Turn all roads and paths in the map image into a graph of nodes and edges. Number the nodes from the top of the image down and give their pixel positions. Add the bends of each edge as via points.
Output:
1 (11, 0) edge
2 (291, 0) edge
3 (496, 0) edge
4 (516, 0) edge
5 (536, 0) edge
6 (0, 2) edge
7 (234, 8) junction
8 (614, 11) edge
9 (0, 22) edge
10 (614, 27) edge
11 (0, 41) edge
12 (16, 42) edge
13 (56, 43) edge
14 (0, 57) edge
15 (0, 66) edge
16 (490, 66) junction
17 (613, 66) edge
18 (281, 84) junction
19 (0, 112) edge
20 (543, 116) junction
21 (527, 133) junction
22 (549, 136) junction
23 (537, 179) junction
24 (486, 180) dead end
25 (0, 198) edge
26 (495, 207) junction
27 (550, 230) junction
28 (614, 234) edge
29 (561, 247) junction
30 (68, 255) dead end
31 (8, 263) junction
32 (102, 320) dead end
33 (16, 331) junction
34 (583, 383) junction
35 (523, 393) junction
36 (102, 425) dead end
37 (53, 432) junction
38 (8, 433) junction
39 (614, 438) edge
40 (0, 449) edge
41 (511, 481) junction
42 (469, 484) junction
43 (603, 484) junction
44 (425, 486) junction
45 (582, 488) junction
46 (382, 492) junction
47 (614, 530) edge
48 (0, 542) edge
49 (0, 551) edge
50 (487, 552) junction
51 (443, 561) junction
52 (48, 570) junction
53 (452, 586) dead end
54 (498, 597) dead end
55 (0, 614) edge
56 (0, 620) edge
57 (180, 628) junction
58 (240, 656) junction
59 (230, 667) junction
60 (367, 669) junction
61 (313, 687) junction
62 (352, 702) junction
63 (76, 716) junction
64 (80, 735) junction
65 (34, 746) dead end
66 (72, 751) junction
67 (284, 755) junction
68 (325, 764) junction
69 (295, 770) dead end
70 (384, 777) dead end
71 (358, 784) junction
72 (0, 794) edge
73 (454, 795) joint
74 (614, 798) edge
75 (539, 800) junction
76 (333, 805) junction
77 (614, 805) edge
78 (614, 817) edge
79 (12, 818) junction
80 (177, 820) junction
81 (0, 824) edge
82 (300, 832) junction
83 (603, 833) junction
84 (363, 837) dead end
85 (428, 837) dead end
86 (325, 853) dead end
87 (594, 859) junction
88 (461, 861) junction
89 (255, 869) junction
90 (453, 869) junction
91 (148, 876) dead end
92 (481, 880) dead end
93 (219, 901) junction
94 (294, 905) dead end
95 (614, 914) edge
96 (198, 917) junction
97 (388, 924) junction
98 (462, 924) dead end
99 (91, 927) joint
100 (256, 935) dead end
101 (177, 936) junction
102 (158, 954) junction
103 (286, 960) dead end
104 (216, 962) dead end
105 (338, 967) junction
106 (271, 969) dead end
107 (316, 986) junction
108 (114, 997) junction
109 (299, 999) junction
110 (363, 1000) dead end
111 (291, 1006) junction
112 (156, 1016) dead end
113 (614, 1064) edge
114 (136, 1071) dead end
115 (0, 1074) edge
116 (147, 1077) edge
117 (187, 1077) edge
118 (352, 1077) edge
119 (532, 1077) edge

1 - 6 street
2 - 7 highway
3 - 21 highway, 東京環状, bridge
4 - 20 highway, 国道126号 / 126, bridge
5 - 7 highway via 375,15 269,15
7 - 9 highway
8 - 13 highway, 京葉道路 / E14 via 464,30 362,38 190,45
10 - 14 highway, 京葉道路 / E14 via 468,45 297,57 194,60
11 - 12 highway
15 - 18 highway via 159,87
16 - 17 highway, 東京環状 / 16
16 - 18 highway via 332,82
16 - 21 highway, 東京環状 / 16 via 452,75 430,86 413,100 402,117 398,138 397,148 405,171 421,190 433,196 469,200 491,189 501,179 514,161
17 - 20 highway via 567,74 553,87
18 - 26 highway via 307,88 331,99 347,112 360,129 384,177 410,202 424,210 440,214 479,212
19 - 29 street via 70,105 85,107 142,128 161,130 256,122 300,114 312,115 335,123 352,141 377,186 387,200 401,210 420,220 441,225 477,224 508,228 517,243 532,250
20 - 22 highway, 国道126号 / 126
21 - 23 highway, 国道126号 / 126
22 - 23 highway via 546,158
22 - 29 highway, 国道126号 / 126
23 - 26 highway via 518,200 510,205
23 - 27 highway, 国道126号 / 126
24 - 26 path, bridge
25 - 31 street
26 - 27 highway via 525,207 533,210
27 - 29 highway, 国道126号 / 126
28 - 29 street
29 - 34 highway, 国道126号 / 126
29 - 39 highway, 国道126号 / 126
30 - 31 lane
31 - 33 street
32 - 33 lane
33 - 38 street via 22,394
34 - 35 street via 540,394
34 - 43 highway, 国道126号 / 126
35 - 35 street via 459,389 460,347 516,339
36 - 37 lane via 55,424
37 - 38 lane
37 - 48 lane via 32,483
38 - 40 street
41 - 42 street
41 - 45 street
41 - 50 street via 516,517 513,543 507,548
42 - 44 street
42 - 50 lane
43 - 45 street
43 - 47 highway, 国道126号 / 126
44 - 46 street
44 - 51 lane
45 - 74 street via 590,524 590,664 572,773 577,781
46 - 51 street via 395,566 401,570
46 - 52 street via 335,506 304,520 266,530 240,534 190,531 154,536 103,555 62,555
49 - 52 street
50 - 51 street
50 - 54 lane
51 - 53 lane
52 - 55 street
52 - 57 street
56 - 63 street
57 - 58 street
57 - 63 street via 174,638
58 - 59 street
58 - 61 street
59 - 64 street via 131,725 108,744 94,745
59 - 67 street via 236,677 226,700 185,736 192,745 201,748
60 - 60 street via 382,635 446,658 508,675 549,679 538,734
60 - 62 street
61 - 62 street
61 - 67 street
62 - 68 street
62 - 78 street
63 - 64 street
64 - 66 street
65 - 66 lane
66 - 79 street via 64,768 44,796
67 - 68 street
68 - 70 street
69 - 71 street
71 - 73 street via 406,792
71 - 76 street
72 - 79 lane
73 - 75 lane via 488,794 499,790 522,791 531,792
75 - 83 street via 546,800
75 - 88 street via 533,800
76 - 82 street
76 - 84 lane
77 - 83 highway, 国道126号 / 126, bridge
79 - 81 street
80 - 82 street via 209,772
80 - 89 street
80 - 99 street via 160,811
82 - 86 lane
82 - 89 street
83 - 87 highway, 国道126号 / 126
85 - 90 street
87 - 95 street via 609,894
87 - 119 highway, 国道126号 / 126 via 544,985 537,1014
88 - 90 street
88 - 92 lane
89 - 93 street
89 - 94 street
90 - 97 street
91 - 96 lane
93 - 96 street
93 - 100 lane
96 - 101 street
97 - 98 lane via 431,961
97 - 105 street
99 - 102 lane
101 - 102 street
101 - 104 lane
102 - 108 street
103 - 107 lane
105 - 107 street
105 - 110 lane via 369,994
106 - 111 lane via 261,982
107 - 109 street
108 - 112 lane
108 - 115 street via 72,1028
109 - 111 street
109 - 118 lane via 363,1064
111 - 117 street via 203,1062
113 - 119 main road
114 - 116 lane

Prompt –
Copy all of the data exactly.

Expected answer –
Turn all roads and paths in the map image into a graph of nodes and edges. Number the nodes from the top of the image down and give their pixel positions. Add the bends of each edge as via points.
Output:
1 (11, 0) edge
2 (291, 0) edge
3 (496, 0) edge
4 (516, 0) edge
5 (536, 0) edge
6 (0, 2) edge
7 (234, 8) junction
8 (614, 11) edge
9 (0, 22) edge
10 (614, 27) edge
11 (0, 41) edge
12 (16, 42) edge
13 (56, 43) edge
14 (0, 57) edge
15 (0, 66) edge
16 (490, 66) junction
17 (613, 66) edge
18 (281, 84) junction
19 (0, 112) edge
20 (543, 116) junction
21 (527, 133) junction
22 (549, 136) junction
23 (537, 179) junction
24 (486, 180) dead end
25 (0, 198) edge
26 (495, 207) junction
27 (550, 230) junction
28 (614, 234) edge
29 (561, 247) junction
30 (68, 255) dead end
31 (8, 263) junction
32 (102, 320) dead end
33 (16, 331) junction
34 (583, 383) junction
35 (523, 393) junction
36 (102, 425) dead end
37 (53, 432) junction
38 (8, 433) junction
39 (614, 438) edge
40 (0, 449) edge
41 (511, 481) junction
42 (469, 484) junction
43 (603, 484) junction
44 (425, 486) junction
45 (582, 488) junction
46 (382, 492) junction
47 (614, 530) edge
48 (0, 542) edge
49 (0, 551) edge
50 (487, 552) junction
51 (443, 561) junction
52 (48, 570) junction
53 (452, 586) dead end
54 (498, 597) dead end
55 (0, 614) edge
56 (0, 620) edge
57 (180, 628) junction
58 (240, 656) junction
59 (230, 667) junction
60 (367, 669) junction
61 (313, 687) junction
62 (352, 702) junction
63 (76, 716) junction
64 (80, 735) junction
65 (34, 746) dead end
66 (72, 751) junction
67 (284, 755) junction
68 (325, 764) junction
69 (295, 770) dead end
70 (384, 777) dead end
71 (358, 784) junction
72 (0, 794) edge
73 (454, 795) joint
74 (614, 798) edge
75 (539, 800) junction
76 (333, 805) junction
77 (614, 805) edge
78 (614, 817) edge
79 (12, 818) junction
80 (177, 820) junction
81 (0, 824) edge
82 (300, 832) junction
83 (603, 833) junction
84 (363, 837) dead end
85 (428, 837) dead end
86 (325, 853) dead end
87 (594, 859) junction
88 (461, 861) junction
89 (255, 869) junction
90 (453, 869) junction
91 (148, 876) dead end
92 (481, 880) dead end
93 (219, 901) junction
94 (294, 905) dead end
95 (614, 914) edge
96 (198, 917) junction
97 (388, 924) junction
98 (462, 924) dead end
99 (91, 927) joint
100 (256, 935) dead end
101 (177, 936) junction
102 (158, 954) junction
103 (286, 960) dead end
104 (216, 962) dead end
105 (338, 967) junction
106 (271, 969) dead end
107 (316, 986) junction
108 (114, 997) junction
109 (299, 999) junction
110 (363, 1000) dead end
111 (291, 1006) junction
112 (156, 1016) dead end
113 (614, 1064) edge
114 (136, 1071) dead end
115 (0, 1074) edge
116 (147, 1077) edge
117 (187, 1077) edge
118 (352, 1077) edge
119 (532, 1077) edge

1 - 6 street
2 - 7 highway
3 - 21 highway, 東京環状, bridge
4 - 20 highway, 国道126号 / 126, bridge
5 - 7 highway via 375,15 269,15
7 - 9 highway
8 - 13 highway, 京葉道路 / E14 via 464,30 362,38 190,45
10 - 14 highway, 京葉道路 / E14 via 468,45 297,57 194,60
11 - 12 highway
15 - 18 highway via 159,87
16 - 17 highway, 東京環状 / 16
16 - 18 highway via 332,82
16 - 21 highway, 東京環状 / 16 via 452,75 430,86 413,100 402,117 398,138 397,148 405,171 421,190 433,196 469,200 491,189 501,179 514,161
17 - 20 highway via 567,74 553,87
18 - 26 highway via 307,88 331,99 347,112 360,129 384,177 410,202 424,210 440,214 479,212
19 - 29 street via 70,105 85,107 142,128 161,130 256,122 300,114 312,115 335,123 352,141 377,186 387,200 401,210 420,220 441,225 477,224 508,228 517,243 532,250
20 - 22 highway, 国道126号 / 126
21 - 23 highway, 国道126号 / 126
22 - 23 highway via 546,158
22 - 29 highway, 国道126号 / 126
23 - 26 highway via 518,200 510,205
23 - 27 highway, 国道126号 / 126
24 - 26 path, bridge
25 - 31 street
26 - 27 highway via 525,207 533,210
27 - 29 highway, 国道126号 / 126
28 - 29 street
29 - 34 highway, 国道126号 / 126
29 - 39 highway, 国道126号 / 126
30 - 31 lane
31 - 33 street
32 - 33 lane
33 - 38 street via 22,394
34 - 35 street via 540,394
34 - 43 highway, 国道126号 / 126
35 - 35 street via 459,389 460,347 516,339
36 - 37 lane via 55,424
37 - 38 lane
37 - 48 lane via 32,483
38 - 40 street
41 - 42 street
41 - 45 street
41 - 50 street via 516,517 513,543 507,548
42 - 44 street
42 - 50 lane
43 - 45 street
43 - 47 highway, 国道126号 / 126
44 - 46 street
44 - 51 lane
45 - 74 street via 590,524 590,664 572,773 577,781
46 - 51 street via 395,566 401,570
46 - 52 street via 335,506 304,520 266,530 240,534 190,531 154,536 103,555 62,555
49 - 52 street
50 - 51 street
50 - 54 lane
51 - 53 lane
52 - 55 street
52 - 57 street
56 - 63 street
57 - 58 street
57 - 63 street via 174,638
58 - 59 street
58 - 61 street
59 - 64 street via 131,725 108,744 94,745
59 - 67 street via 236,677 226,700 185,736 192,745 201,748
60 - 60 street via 382,635 446,658 508,675 549,679 538,734
60 - 62 street
61 - 62 street
61 - 67 street
62 - 68 street
62 - 78 street
63 - 64 street
64 - 66 street
65 - 66 lane
66 - 79 street via 64,768 44,796
67 - 68 street
68 - 70 street
69 - 71 street
71 - 73 street via 406,792
71 - 76 street
72 - 79 lane
73 - 75 lane via 488,794 499,790 522,791 531,792
75 - 83 street via 546,800
75 - 88 street via 533,800
76 - 82 street
76 - 84 lane
77 - 83 highway, 国道126号 / 126, bridge
79 - 81 street
80 - 82 street via 209,772
80 - 89 street
80 - 99 street via 160,811
82 - 86 lane
82 - 89 street
83 - 87 highway, 国道126号 / 126
85 - 90 street
87 - 95 street via 609,894
87 - 119 highway, 国道126号 / 126 via 544,985 537,1014
88 - 90 street
88 - 92 lane
89 - 93 street
89 - 94 street
90 - 97 street
91 - 96 lane
93 - 96 street
93 - 100 lane
96 - 101 street
97 - 98 lane via 431,961
97 - 105 street
99 - 102 lane
101 - 102 street
101 - 104 lane
102 - 108 street
103 - 107 lane
105 - 107 street
105 - 110 lane via 369,994
106 - 111 lane via 261,982
107 - 109 street
108 - 112 lane
108 - 115 street via 72,1028
109 - 111 street
109 - 118 lane via 363,1064
111 - 117 street via 203,1062
113 - 119 main road
114 - 116 lane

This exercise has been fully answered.